Posted by purplemary54 on February 10, 2014
NFL prospect Michael Sam has officially come out as a gay man to the press; his college team at the University of Missouri already knew. He wanted to own his own story before he went to the NFL, which is just as good a reason for coming out as any.
My mother will undoubtedly say she doesn’t understand all this business about “coming out.” “It’s nobody’s business who you sleep with,” she says pretty much every time a public figure of some sort comes out. I try to let it go, but her attitude gets to me. She’s right; who you sleep with isn’t anybody’s business. It doesn’t matter if you’re gay or straight or asexual. Your sexuality is just another aspect of the person you are.
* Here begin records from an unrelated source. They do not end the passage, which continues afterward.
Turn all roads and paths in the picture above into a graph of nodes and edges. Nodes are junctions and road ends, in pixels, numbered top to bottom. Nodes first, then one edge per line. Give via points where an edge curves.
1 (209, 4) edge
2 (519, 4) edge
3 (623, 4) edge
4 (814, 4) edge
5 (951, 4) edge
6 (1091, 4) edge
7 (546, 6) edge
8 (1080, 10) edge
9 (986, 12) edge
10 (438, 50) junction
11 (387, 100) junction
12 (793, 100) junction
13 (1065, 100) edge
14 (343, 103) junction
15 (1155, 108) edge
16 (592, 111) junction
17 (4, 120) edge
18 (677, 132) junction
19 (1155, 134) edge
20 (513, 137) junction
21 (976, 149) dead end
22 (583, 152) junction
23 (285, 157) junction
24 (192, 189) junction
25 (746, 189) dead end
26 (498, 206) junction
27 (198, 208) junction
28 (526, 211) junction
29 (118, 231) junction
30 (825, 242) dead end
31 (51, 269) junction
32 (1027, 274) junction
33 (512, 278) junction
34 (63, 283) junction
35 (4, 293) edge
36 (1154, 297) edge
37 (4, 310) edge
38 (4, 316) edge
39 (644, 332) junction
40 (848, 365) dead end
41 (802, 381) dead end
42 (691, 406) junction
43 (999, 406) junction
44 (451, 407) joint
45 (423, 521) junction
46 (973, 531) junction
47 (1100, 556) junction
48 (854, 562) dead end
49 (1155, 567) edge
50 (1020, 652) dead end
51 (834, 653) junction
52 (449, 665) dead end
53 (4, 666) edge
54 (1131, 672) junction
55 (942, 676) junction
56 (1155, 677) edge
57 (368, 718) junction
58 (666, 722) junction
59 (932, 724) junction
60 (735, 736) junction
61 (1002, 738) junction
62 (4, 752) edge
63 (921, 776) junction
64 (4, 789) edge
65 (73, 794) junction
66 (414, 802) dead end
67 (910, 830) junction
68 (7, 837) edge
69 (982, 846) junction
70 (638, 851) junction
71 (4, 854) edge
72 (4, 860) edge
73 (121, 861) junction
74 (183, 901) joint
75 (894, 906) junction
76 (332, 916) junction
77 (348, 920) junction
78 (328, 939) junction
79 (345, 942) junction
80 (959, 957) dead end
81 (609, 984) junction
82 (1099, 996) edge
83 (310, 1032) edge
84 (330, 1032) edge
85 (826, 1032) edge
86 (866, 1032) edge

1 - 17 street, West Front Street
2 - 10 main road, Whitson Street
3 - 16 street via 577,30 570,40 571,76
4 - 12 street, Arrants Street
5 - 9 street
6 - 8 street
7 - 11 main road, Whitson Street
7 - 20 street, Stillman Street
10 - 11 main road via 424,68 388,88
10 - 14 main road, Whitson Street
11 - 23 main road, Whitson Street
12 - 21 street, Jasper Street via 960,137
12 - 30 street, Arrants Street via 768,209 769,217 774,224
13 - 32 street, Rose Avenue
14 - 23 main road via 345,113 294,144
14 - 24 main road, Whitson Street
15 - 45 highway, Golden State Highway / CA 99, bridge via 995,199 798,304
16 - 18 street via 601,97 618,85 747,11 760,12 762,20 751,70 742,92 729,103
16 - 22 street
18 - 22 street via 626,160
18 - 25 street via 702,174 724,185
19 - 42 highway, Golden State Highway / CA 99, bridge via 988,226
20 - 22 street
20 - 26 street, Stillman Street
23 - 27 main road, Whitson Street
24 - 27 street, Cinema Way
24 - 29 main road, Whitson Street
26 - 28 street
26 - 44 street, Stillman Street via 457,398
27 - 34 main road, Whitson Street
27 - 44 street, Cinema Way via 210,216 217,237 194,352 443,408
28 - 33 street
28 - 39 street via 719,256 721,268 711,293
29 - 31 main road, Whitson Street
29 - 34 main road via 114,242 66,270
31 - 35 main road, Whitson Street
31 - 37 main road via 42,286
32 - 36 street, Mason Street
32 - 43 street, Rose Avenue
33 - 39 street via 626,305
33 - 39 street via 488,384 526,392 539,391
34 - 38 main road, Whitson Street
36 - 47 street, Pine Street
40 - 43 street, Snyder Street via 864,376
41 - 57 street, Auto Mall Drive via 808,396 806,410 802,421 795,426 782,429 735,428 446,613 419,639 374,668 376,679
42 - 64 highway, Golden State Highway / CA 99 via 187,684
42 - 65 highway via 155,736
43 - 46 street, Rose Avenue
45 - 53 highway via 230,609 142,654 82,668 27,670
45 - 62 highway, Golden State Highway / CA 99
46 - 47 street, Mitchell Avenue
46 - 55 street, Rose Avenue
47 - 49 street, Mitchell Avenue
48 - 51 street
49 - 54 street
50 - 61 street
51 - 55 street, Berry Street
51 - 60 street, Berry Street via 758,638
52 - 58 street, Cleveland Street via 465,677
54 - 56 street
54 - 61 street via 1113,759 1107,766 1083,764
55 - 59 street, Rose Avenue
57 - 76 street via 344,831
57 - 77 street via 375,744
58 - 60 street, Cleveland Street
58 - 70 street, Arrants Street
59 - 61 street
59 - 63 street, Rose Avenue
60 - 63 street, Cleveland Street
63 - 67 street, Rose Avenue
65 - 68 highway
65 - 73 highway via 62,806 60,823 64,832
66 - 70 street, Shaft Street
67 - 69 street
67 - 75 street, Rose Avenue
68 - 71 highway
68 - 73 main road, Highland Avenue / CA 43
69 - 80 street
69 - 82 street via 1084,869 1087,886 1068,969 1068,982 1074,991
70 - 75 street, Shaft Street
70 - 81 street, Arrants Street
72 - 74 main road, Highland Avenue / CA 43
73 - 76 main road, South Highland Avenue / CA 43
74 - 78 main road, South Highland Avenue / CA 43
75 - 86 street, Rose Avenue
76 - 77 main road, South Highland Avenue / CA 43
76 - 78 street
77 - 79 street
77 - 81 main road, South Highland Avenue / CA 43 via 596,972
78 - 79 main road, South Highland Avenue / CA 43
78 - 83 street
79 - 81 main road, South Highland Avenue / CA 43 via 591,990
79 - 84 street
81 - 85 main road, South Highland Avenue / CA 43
It should be the most private thing in the world, kept between you and your chosen partner(s).
Except that it isn’t. Being gay right now is a lot like being black in the Jim Crow era–with the obvious exception of the fact that no one has to “come out” as black. There are too many places in this world where homosexuality is legislated against, where rights are denied because of sexuality, where people can be imprisoned or murdered because of who they love. And until such bigotry and hate is gone from the world, coming out will matter.
Because every time someone like Michael Sam comes out, some of the ignorance of the world gets chipped away. For many years, people have use their ignorance and fear to justify their bigotry. “I don’t know any gay people” is essentially code for “I think they’re too different from me, and I’m afraid of them.” Not knowing a gay person is used as part of the justification and rationale for discrimination. For every gay person that comes out, there is an exponential number of people who can now say they know a gay person. And they can see that gay people aren’t any different than they are. And the justifications and rationale fall apart. That’s how discrimination will finally be stopped.
So until there are no longer any laws against same-sex marriage, until there is no place where GLBTQ people do not feel threatened or unsafe, coming out will matter. The personal is political.